Dataset excerpts:
● ● ●
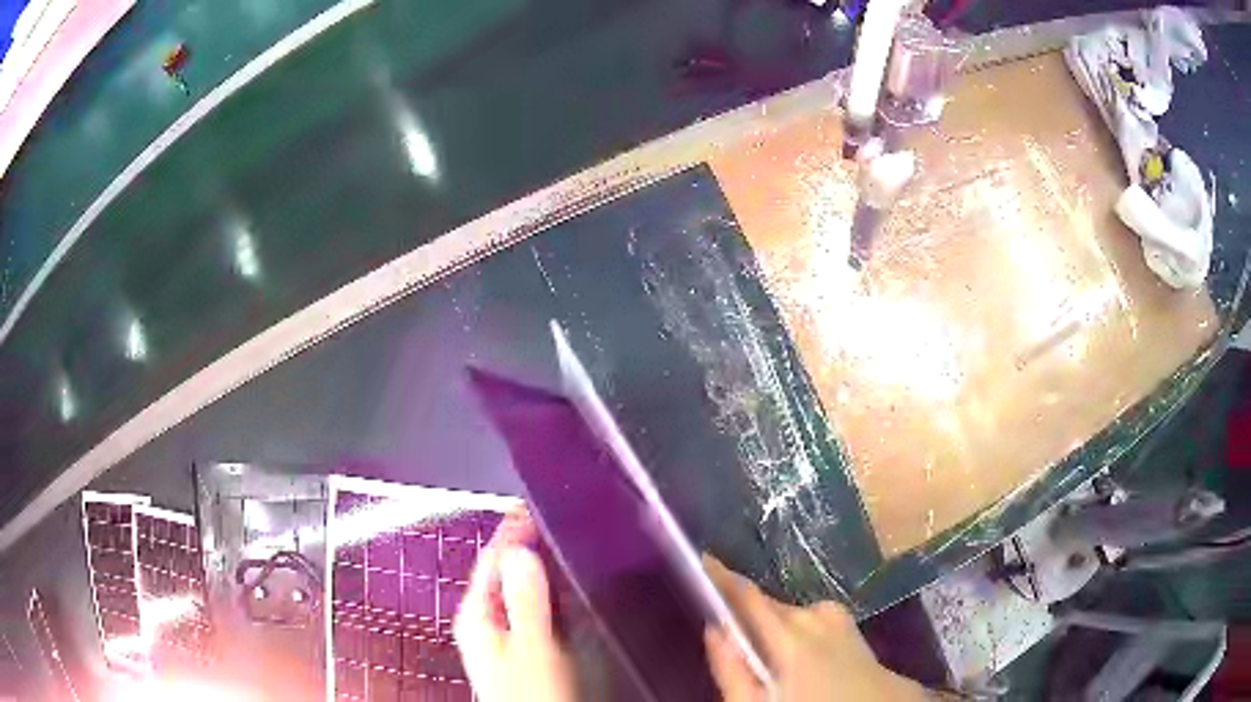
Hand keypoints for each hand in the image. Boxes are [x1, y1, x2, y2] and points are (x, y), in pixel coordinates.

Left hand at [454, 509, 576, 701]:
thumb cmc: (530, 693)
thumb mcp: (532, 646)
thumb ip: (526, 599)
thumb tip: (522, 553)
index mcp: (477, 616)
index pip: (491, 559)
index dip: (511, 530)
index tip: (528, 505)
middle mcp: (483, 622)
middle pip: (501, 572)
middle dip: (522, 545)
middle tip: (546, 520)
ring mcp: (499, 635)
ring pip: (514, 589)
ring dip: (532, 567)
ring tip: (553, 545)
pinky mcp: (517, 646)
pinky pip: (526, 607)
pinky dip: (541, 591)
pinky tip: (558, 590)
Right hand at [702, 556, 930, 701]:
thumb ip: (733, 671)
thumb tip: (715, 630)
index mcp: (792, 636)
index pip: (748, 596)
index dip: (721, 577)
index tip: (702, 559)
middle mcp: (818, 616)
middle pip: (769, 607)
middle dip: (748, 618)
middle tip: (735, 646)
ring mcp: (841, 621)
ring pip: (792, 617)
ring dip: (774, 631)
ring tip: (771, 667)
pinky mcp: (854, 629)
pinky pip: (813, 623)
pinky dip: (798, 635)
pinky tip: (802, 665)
● ● ●
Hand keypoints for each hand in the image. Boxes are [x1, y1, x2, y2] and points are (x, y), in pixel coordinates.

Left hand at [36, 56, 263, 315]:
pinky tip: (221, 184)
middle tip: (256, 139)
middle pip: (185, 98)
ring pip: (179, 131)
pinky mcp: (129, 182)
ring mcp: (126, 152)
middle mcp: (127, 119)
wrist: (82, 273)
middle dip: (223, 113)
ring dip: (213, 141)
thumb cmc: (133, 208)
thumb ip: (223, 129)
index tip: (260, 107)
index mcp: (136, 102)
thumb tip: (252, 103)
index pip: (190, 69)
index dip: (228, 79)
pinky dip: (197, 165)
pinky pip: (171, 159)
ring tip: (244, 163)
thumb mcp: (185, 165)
● ● ●
• _Prompt_: Look above for the line with "thumb tip: (522, 553)" and the line with "middle tip: (735, 646)", and reproduce exactly those two lines plus every line between, nothing more.

• _Result for this exercise_:
thumb tip: (522, 553)
index mcp: (477, 616)
index pip: (491, 559)
index dip: (511, 530)
index tip: (528, 505)
middle mcp: (483, 622)
middle pip: (501, 572)
middle dip: (522, 545)
middle tip: (546, 520)
ring mcp: (499, 635)
ring pip: (514, 589)
ring dip: (532, 567)
ring tip: (553, 545)
pinky mcp: (517, 646)
pinky pip: (526, 607)
pinky dip: (541, 591)
pinky tip: (558, 590)
Right hand at [702, 556, 930, 701]:
thumb ip: (733, 671)
thumb tip: (715, 630)
index mcp: (792, 636)
index pip: (748, 596)
index dip: (721, 577)
index tip: (702, 559)
middle mcp: (818, 616)
middle pip: (769, 607)
middle dip: (748, 618)
middle tip: (735, 646)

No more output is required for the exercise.